(What is being asked) Determine how many lines in the records below contain "Otis", then state that number alone.

(Recorded data)
◆ ◆ ◆

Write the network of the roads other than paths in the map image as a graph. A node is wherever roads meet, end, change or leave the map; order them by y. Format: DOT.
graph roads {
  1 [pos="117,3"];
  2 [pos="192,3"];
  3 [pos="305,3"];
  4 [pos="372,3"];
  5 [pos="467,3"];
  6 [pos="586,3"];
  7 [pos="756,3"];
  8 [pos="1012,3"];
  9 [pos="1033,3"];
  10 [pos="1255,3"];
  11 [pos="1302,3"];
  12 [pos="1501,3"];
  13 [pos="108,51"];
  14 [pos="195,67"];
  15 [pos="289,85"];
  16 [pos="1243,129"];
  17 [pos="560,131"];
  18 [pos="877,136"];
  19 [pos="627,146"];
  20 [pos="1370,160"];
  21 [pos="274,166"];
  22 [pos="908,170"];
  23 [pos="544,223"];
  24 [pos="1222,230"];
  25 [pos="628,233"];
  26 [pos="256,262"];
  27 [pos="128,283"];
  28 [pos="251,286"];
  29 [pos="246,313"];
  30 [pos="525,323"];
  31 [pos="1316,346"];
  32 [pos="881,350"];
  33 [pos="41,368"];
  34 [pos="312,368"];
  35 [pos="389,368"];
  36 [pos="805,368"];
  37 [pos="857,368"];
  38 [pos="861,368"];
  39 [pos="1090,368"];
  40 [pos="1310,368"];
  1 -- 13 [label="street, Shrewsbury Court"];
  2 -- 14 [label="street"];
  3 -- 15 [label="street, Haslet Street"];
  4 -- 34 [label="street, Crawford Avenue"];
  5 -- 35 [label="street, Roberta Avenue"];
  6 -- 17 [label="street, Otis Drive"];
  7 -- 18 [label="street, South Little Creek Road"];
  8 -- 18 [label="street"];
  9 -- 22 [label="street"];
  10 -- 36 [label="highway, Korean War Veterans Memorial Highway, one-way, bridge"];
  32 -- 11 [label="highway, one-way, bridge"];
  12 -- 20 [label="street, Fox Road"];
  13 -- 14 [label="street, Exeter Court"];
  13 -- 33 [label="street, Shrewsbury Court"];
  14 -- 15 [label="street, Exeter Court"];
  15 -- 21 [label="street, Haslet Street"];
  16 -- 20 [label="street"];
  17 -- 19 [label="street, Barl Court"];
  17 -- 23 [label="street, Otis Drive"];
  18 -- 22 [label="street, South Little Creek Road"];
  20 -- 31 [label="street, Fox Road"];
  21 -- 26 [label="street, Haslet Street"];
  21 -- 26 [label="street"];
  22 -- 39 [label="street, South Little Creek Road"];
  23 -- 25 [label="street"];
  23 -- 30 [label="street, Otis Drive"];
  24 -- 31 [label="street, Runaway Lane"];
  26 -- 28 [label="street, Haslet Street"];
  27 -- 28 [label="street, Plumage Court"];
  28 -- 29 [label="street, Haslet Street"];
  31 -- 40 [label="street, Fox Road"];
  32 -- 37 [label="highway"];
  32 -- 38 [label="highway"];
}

◆ ◆ ◆

(Task output) 3